Where the zombie cookie replica may hidden on your computer:

  • Web history
  • HTTP ETags
  • Internet Explorer userData storage (starting IE9, userData is no longer supported)
  • HTML5: Session Storage, Local Storage, Global Storage, Database Storage via SQLite
  • RGB values of auto-generated, force-cached PNGs using HTML5 Canvas tag to read pixels (cookies) back out
  • Local Shared Objects (Flash cookies)
  • Silverlight Isolated Storage
  • Cookie syncing scripts that function as a cache cookie and respawn the MUID cookie

Is there a positive case use for zombie cookies?

The only legitimate case that I’ve found for a zombie cookie is to obtain accurate data on tracking how many unique users visit a website. This works because there will always be a persistent cookie on the specific browser recognizing the unique user.

Controversy

Zombie cookies allow the ad serving companies to retrieve information like unique user ID so they can continue tracking personal browsing habits. Some zombie cookies even work across browsers on the same computer.
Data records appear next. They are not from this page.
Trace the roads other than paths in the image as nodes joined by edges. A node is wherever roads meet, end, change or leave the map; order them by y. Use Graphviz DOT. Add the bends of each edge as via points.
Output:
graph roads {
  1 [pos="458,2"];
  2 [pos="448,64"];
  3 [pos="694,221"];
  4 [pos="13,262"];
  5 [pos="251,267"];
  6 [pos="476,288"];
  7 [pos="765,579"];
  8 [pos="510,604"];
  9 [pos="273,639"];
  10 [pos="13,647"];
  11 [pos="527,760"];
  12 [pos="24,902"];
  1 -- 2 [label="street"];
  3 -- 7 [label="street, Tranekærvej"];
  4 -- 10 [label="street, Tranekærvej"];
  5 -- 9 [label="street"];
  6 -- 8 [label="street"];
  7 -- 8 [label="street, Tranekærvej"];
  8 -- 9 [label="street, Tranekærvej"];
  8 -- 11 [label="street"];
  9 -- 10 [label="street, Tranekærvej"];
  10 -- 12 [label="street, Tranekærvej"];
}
Verizon was using an Online ad serving agency called Turn, who Facebook, Google, and Yahoo also happen to use. Turn are a huge back-end processor of ads on websites and they used zombie cookies for tracking Verizon customer user habits on their smartphones and tablets.

The issue is this, Turn executives said the only way users can opt out of this always persistent cookie is to install an opt-out cookie on their machine.

Wait, so I’m telling you that to uninstall a cookie a new zombie cookie needs to be installed?!

  • Turn said the opt-out cookie is not designed to prevent Turn from collecting data about a user
  • This new zombie cookie prevents Turn from showing targeted ads to that user.
  • The big issue? The tests showed that even Verizon users who installed the Turn opt-out cookie continued to receive the Turn tracking cookie as well.
  • After much criticism Verizon has finally stopped using the zombie cookie.

Can any developer use a zombie cookie?

YES!

There’s an open source program called evercookie you can use to build a zombie cookie.

https://github.com/samyk/evercookie

Evercookie is a javascript API that produces persistent, respawning cookies in a browser. In 2013, a top-secret NSA document was leaked by Edward Snowden, citing Evercookie as a method of tracking Tor users.

Big brother and sister are watching my friends.